Dans les environs, on visite les fameuses carrières de Lithica, impressionnantes, géométriques et vertigineuses. Intéressant de découvrir comment les hommes ont réussi à arracher les blocs de leur falaise, un par un, avec quelle patience et quels outils, et puis d’apprendre comment les carrières ont été reconverties dans le temps : d’abord renflouées d’une bonne couche de terre pour les transformer en jardins potagers, à l’abri du vent, au soleil et avec une humidité contrôlée, puis lorsque les légumes ne poussaient plus, ils y plantaient des arbres, oliviers, amandiers et autres fruitiers. Un plaisir de s’y balader.
Et puis avec nos vélos, nous explorons aussi la côte, et découvrons le pont d’En Gil dans les falaises, on suit un petit peu le sentier des Cavaliers. Quel bonheur d’avoir choisi ces vélos-là !! on peut « tailler » la route longtemps, et du coup rayonner loin du bateau.
Puis nous filons sur Mao (aussi dit Port-Mahon) à l’est de Minorque, sans pouvoir vraiment nous arrêter en route pour savourer les méandres de la côte : un “régime d’est” est bien installé depuis plusieurs semaines (vent d’est, ciel nuageux, mer formée avec vagues venant du sud-est) ce qui nous empêche de savourer la joie des criques sauvages. Tous les beaux clichés qu’on trouve sur le net, les arbustes bien verts courant sur une pente rouge qui se jette dans une eau transparente, turquoise, limpide, eh bien nous les voyons avec une mer grise, chahutée par le vent, ça ne donne pas trop envie de se baigner et les calas sont impraticables …
La mer, parfois elle est grosse, parfois elle est plate -rarement en ce moment-, souvent elle est grise, parfois c’est une mer écrasée et travaillée par le vent, brillante et lumineuse sous des nuages noirs, aussi grise que le ciel, comme de l’acier, façonnée par les vagues et les risées, hachurée, illuminée par le soleil caché derrière les nuages.
Et puis la terre, comment décrire Minorque … c’est plat et vallonné en même temps, mais des dénivelés tout doux, faciles à aborder en vélo. C’est une île très basse sur l’eau, et ce qui est sympa c’est cette chouette relation qu’il y a entre la terre et la mer, les calas en pleine ville, les petits bras de mer qui se faufilent par une petite ouverture dans la côte. Terre plutôt aride, sèche, rouge, domptée par l’homme qui y aligne ses murs de pierres sèches, ses parcs à chevaux, ânes et cochons, et qui trouve le moyen d’y cultiver sur des petites surfaces des lieux où poussent la vigne, les vergers, les oliviers, les figuiers, et autres petits arbres et buissons. Mao-Mahon ne nous laisse pas un souvenir incroyable, mais sa campagne environnante est superbe à sillonner, très douce pour les yeux, foisonnante, tout est à hauteur d’homme, le regard peut se perdre facilement et dériver par-dessus les champs. Le petit moulin de Sant Lluis, le bout de village tout blanc de Binibequer, attrape-touristes par excellence, mais qui a un certain charme quand-même malgré le sentiment de « décor en carton-pâte ».

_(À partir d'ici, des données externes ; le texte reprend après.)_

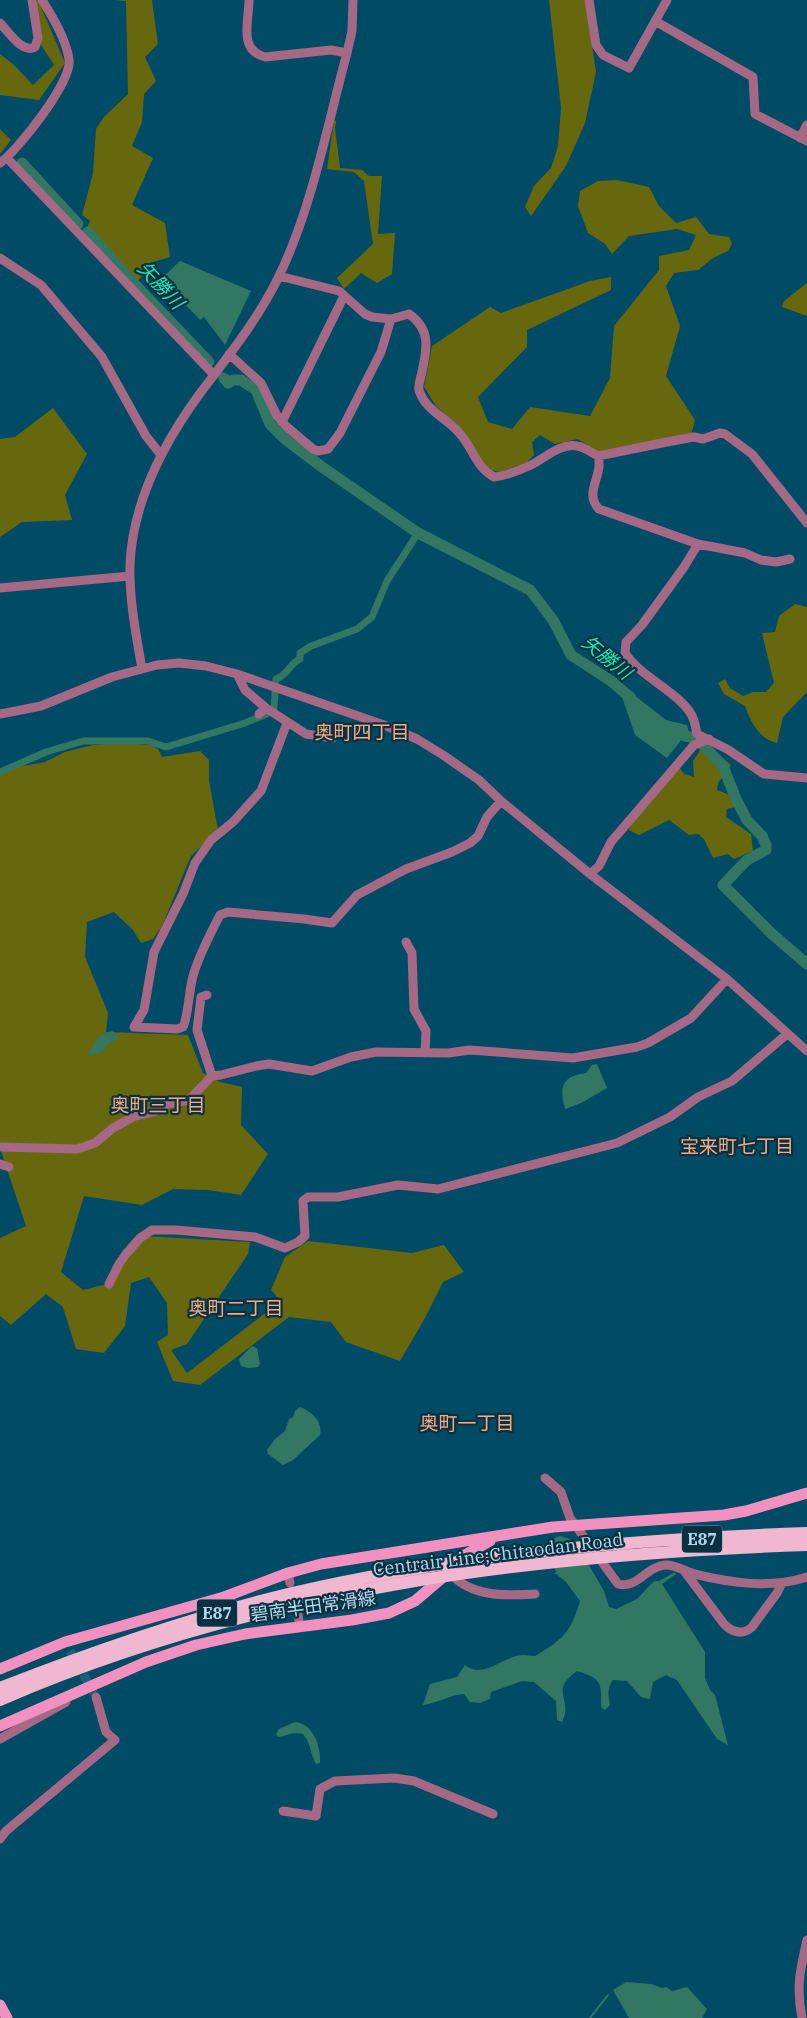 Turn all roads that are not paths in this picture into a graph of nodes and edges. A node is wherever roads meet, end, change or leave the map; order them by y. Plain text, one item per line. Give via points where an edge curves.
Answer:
1 (32, 0) edge
2 (42, 0) edge
3 (249, 0) edge
4 (353, 0) edge
5 (589, 0) edge
6 (667, 0) edge
7 (655, 21) junction
8 (0, 23) edge
9 (347, 53) junction
10 (807, 125) edge
11 (804, 140) edge
12 (4, 160) edge
13 (0, 258) edge
14 (279, 276) junction
15 (344, 296) junction
16 (391, 319) junction
17 (229, 354) junction
18 (214, 376) junction
19 (282, 422) junction
20 (161, 455) junction
21 (598, 456) junction
22 (807, 523) edge
23 (698, 544) junction
24 (790, 559) dead end
25 (130, 576) junction
26 (0, 588) edge
27 (142, 668) junction
28 (237, 674) junction
29 (0, 714) edge
30 (287, 723) junction
31 (333, 738) dead end
32 (709, 739) junction
33 (807, 778) edge
34 (501, 801) junction
35 (590, 874) junction
36 (406, 942) dead end
37 (727, 979) junction
38 (207, 995) dead end
39 (787, 1034) junction
40 (807, 1051) edge
41 (425, 1053) junction
42 (212, 1076) junction
43 (0, 1148) edge
44 (109, 1284) dead end
45 (545, 1478) dead end
46 (807, 1493) edge
47 (522, 1531) junction
48 (807, 1533) edge
49 (444, 1545) junction
50 (807, 1545) edge
51 (528, 1559) junction
52 (451, 1569) junction
53 (686, 1572) junction
54 (807, 1576) edge
55 (782, 1582) junction
56 (535, 1594) dead end
57 (0, 1669) edge
58 (0, 1688) edge
59 (83, 1691) junction
60 (96, 1697) tunnel mouth
61 (0, 1700) edge
62 (0, 1726) edge
63 (0, 1739) edge
64 (283, 1811) dead end
65 (493, 1814) dead end
66 (0, 1839) edge
67 (807, 1940) edge
68 (0, 2005) edge
69 (7, 2018) edge
70 (802, 2018) edge

1 - 8 street via 38,38 35,47 24,48
2 - 12 street via 59,31 69,65 41,118
3 - 9 street via 247,42 258,55 331,50
4 - 9 street
5 - 7 street via 596,45 604,55 629,68
6 - 7 street
7 - 11 street via 753,77 755,114
9 - 14 street via 305,211
10 - 11 street
12 - 18 street
13 - 20 street via 41,285 102,357 146,436
14 - 15 street via 339,291
14 - 17 street
15 - 16 street via 365,314
15 - 19 street
16 - 19 street via 381,352 334,444 328,449 313,449
16 - 21 street via 409,314 418,320 426,334 418,384 422,396 459,432 476,461 489,474 501,476 571,445 585,448
17 - 18 street
17 - 19 street via 261,383
18 - 20 street
20 - 25 street via 137,519
21 - 22 street via 726,434 752,454
21 - 23 street via 599,473 592,494 594,505
23 - 24 street via 745,553 761,560 776,562
23 - 32 street via 642,625 626,642 625,648 628,657 641,670 683,704 692,717 697,734
25 - 26 street
25 - 27 street
27 - 28 street via 179,663
27 - 29 street via 41,706
28 - 30 street via 262,711
28 - 34 street via 417,739 472,775
30 - 31 street via 306,734
30 - 34 street via 261,791 233,822 211,840 195,862 154,952 144,1010 134,1027 183,1027 193,974 220,915 228,912 332,924 357,895 406,868 470,843
32 - 33 street via 764,774
32 - 35 street via 694,745 611,842 599,866
34 - 35 street
35 - 37 street
36 - 41 street via 412,953 414,1009 426,1031
37 - 39 street
37 - 41 street via 691,1018 637,1047 573,1058 470,1050
38 - 42 street via 201,997 196,1030
39 - 40 street
39 - 44 street via 732,1081 617,1143 438,1189 398,1185 338,1196 308,1197 303,1201 305,1236 289,1247 255,1237 152,1230 126,1254
41 - 42 street via 376,1052 312,1071 269,1064
42 - 43 street via 189,1100 129,1118 87,1147
45 - 53 street via 561,1492 570,1518 618,1584 634,1584 645,1573 667,1564
46 - 47 main road, 碧南半田常滑線 via 724,1515
47 - 49 main road, 碧南半田常滑線
47 - 52 main road, 碧南半田常滑線 via 482,1544 463,1556
48 - 51 highway, Centrair Line;Chitaodan Road / E87 via 596,1546
49 - 52 main road via 451,1547 457,1560
49 - 57 main road, 碧南半田常滑線 via 346,1559 120,1625
50 - 51 highway, Centrair Line;Chitaodan Road / E87
51 - 52 highway, Centrair Line;Chitaodan Road / E87
51 - 52 highway, Centrair Line;Chitaodan Road / E87 via 481,1558
52 - 56 street via 463,1586 488,1594
52 - 58 highway, Centrair Line;Chitaodan Road / E87 via 312,1589 209,1615 116,1644
52 - 59 main road, 碧南半田常滑線 via 415,1601 389,1613 352,1620 299,1621 223,1638 146,1662
52 - 61 highway, Centrair Line;Chitaodan Road / E87 via 426,1578 320,1598 211,1626 101,1661
53 - 55 street via 738,1583 762,1585
53 - 55 street via 724,1624 740,1633 752,1627
54 - 55 street
59 - 62 main road, 碧南半田常滑線
59 - 63 street
60 - 66 street via 106,1732 115,1740
64 - 65 street via 316,1816 320,1789 335,1781 394,1778 414,1781
67 - 70 street via 799,1978
68 - 69 main road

Pour la traversée entre Minorque et Majorque, Hervé a installé le dog-house pour le tester, puisque nous allions rencontrer la pluie. C’était l’occasion rêvée d’après la météo … On a été plus que servis, mais surtout à l’arrivée sur Majorque. Pourtant on la regardait bien évoluer cette cellule orageuse … eh bien on est allé la chercher en son plein centre !!! Torrents d’eau, vent à décorner les bœufs (37-38 nœuds en rafale), éclairs et tonnerre en veux-tu en voilà … intense !!! on le vivait et on le « suivait en live » sur l’application Windy qui relaie les orages en direct, ça nous permettait de nous préparer à la suite et de savoir s’il s’éloignait ou pas … Et puis après, hop, retour du grand calme, la baie ressemble à un lac, serein, tranquille. Récompense : douche chaude et une bonne fondue !! On la savoure, on s’en régale !!!

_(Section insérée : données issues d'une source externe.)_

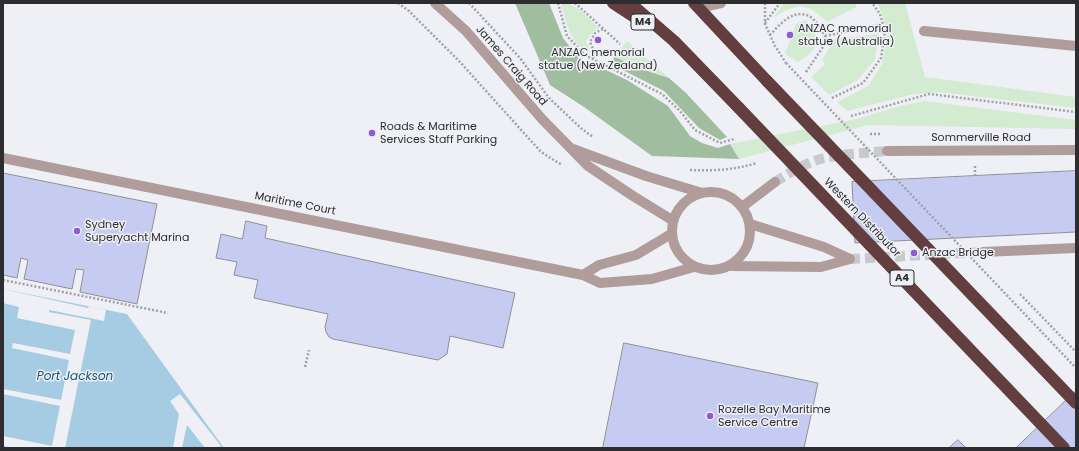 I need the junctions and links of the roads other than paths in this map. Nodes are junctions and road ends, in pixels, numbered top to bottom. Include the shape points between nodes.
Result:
1 (435, 3) edge
2 (613, 3) edge
3 (630, 3) edge
4 (721, 3) edge
5 (696, 5) edge
6 (924, 31) dead end
7 (674, 42) junction
8 (1076, 46) edge
9 (568, 146) junction
10 (1076, 150) edge
11 (887, 151) tunnel mouth
12 (3, 158) edge
13 (775, 182) tunnel mouth
14 (702, 193) junction
15 (742, 207) junction
16 (672, 220) junction
17 (750, 224) junction
18 (671, 234) junction
19 (1076, 248) edge
20 (983, 252) tunnel mouth
21 (730, 266) junction
22 (694, 267) junction
23 (583, 275) junction
24 (1076, 403) edge
25 (1064, 448) edge

1 - 9 street, James Craig Road via 466,31
2 - 7 highway, M4
3 - 7 highway
4 - 5 street
5 - 24 highway, bridge
6 - 8 street
7 - 25 highway, Western Distributor / A4, bridge
9 - 14 street, James Craig Road via 646,176
9 - 16 street, James Craig Road via 588,166
10 - 11 street, Sommerville Road
12 - 23 street, Maritime Court
13 - 15 street
14 - 15 street via 715,192 725,195
14 - 16 street via 683,202
15 - 17 street
16 - 18 street
17 - 21 street via 747,248
17 - 21 street via 850,259 821,266
18 - 22 street via 678,254
18 - 23 street via 636,255 599,266
19 - 20 street
21 - 22 street via 706,271
22 - 23 street, Maritime Court via 652,279 600,283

A l’heure où j’écris, la crique est super calme, et je me marre : il n’y a pas un bruit, la nuit est tombée, on entendrait voler une mouche … et ça fait 1/2 heure que le voisin fait tourner son générateur (bruit d’un zodiac qui te tourne autour non-stop) !!! Et hop, quand le moteur se tait, c’est au tour de l’hôtel de la plage de lancer sa soirée « Spectacle », on entend tout … Puis que tout se clame, on savoure les rires sur un bateau voisin, une guitare qui s’accorde au loin, les petites voix des enfants qui veulent faire un dernier jeu avant de filer sous la couette, … c’est paisible, c’est bon. Douce nuit en perspective…. C’était sans compter sur l’orage de 3 heures du mat 😊
Vous trouverez plus de photos de notre courte halte à Minorque sur notre page Facebook.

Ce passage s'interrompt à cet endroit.